LEAGUE One is so tough that good teams don’t need favours. Coventry City are one such side, and there was a nagging doubt after last week’s game that from the moment they equalised, it was too easy for them to see the game out.

The pivotal moments all occurred in the first half. Coventry had caused us early problems, but after yet another goal by Macaulay Bonne we had them rocking.

The critical moment was when the ball came to Marvin Sordell on the edge of the box. The obvious ball, the right ball, was to lay it off to Bonne. But Sordell lives to score and he sniffed a goal. He worked the ball onto his left foot, creating the opening for a shot, and smashed the ball against the inside of the right-hand post from where it rolled across goal and was smuggled to safety.

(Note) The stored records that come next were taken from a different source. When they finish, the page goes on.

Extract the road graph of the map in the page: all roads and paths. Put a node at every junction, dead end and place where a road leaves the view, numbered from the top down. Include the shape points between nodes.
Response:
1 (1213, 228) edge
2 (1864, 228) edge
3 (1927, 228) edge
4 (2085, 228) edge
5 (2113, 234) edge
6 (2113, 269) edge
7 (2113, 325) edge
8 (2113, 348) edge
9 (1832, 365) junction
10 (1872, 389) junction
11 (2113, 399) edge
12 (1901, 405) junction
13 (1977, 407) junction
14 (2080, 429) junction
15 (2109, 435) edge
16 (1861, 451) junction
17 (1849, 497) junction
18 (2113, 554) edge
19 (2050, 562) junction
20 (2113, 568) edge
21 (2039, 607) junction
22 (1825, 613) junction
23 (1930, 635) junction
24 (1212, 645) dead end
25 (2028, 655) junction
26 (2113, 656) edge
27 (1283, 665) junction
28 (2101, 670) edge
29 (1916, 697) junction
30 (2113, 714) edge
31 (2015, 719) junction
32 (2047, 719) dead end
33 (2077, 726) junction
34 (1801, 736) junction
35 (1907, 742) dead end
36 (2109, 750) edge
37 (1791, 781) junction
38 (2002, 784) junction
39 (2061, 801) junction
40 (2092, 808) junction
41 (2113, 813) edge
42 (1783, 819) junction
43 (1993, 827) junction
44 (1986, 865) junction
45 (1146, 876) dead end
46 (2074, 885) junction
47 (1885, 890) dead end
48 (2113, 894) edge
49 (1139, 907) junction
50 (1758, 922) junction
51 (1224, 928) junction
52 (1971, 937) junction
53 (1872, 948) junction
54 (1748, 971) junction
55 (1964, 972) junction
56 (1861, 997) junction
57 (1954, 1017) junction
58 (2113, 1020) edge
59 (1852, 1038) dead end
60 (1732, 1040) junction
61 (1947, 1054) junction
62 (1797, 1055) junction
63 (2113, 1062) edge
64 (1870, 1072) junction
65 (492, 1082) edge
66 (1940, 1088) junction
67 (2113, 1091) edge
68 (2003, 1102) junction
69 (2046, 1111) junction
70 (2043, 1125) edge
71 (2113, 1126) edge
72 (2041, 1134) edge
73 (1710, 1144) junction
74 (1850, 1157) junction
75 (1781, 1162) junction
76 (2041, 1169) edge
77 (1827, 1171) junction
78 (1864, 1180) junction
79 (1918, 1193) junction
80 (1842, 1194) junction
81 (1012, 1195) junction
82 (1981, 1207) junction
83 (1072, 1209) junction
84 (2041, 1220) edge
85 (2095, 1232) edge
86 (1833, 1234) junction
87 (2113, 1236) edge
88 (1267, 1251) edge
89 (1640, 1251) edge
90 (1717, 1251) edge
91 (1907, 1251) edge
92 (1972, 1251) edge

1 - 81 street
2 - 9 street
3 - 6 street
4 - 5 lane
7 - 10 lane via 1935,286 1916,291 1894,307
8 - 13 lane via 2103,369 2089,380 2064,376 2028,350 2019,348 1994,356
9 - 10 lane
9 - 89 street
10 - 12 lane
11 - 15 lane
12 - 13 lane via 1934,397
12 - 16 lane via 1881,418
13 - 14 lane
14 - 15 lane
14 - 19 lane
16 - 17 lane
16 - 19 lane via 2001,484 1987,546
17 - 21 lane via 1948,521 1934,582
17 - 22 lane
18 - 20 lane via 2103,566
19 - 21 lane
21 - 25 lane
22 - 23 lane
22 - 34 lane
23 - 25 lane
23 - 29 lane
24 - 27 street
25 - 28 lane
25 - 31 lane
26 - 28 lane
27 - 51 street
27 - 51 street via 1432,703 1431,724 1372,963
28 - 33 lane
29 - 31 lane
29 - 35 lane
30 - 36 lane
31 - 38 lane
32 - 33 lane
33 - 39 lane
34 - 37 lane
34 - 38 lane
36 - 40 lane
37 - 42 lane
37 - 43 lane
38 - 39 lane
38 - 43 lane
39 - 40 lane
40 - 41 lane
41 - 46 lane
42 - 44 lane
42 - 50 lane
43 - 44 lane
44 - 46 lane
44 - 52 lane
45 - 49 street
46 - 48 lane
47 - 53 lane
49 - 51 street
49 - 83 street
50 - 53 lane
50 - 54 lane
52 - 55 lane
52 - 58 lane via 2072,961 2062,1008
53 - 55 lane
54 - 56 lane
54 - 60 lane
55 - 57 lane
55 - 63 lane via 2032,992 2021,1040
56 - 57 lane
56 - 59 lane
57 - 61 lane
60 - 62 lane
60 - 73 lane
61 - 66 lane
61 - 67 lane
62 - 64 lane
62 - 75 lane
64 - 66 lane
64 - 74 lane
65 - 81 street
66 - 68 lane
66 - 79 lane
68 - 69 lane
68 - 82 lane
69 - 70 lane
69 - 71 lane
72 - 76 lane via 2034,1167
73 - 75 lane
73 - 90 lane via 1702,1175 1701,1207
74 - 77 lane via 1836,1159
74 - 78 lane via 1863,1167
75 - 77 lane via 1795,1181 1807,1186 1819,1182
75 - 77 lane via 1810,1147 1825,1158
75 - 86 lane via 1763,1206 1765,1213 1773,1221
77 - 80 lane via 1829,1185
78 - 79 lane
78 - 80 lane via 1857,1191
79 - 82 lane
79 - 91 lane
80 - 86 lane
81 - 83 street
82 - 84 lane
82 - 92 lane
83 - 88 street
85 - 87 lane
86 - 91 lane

It was an agonising moment. If the ball had gone in for 2-0, the psychological battle would have swung in our favour. But the ball rolled the wrong side of the goal line, preserving Coventry’s collective belief that it was to be their day. All too quickly they were 2-1 up.

As the second half got underway two became three and from that point all Coventry had to do was put up a wall in their defensive third of the pitch, ensuring that the second half was the lull after the storm.

Sky Blues’ manager Tony Mowbray has a Premier League background and a football brain the size of Dedham. We knew that. We knew that he would think on his feet as the game unfolded, and he didn’t disappoint, with the result that we were unable to knock his defensive cordon out of shape.

Asked by the press corps after the game to single out individual players for praise, Mowbray rebuffed them with ‘Do you want me to go through the whole team?’.

It was true that Coventry were on song and had few weaknesses, but they fell short of looking like a side which will storm out of this division and thrive in the Championship.

Crucially they are a big club with the ability to pull in star loan players, much like MK Dons did at this level with the likes of Patrick Bamford, Benik Afobe and Deli Alli (technically a loan back). Or Wigan with Yanic Wildschut, who wreaked havoc in our 0-5 defeat in October while on loan from Middlesbrough. And that is increasingly how the lower league game is going. Top clubs need to get their best young players battle-hardened by making use of clubs such a MKD, Coventry and Wigan.

There are few better examples than Saturday’s match-winner Jacob Murphy, whose every move was scrutinised from up in the West Stand by Norwich City’s loan manager Neil Adams. Murphy was playing centrally, standing in for another star loanee Adam Armstrong of Newcastle.

Near to Adams, sat Charlton interim coach Karel Fraeye having an extended look at our loanee Callum Harriott. Up the road at Ipswich, the star player, has been Ryan Fraser, a loanee from Bournemouth . And so it goes on!

At the top end of the game, plastic Academies produce countless players who hope to be among the 12 per cent of home-produced players who emerge from mammoth youth squads to make the first team.

It feels almost as if Greg Dyke’s dream of having Premier League ‘B’ sides competing in League One is being achieved by subterfuge. It is not healthy for League One if success and failure are determined by the size of a club’s loan budget.

Just like the top clubs, the U’s have the challenge of getting their best 20 and 21-year-olds to bridge the gap. We are doing it by blooding them in League One, which is such an unforgiving league. There will be bad days.

The experience being gained now will pay off in a few years as the likes of Lapslie, Kent, Gilbey, Vincent-Young move into their peak years.

Is that any consolation to us after a frustrating defeat? It should be, but after a defeat it doesn’t always feel like it.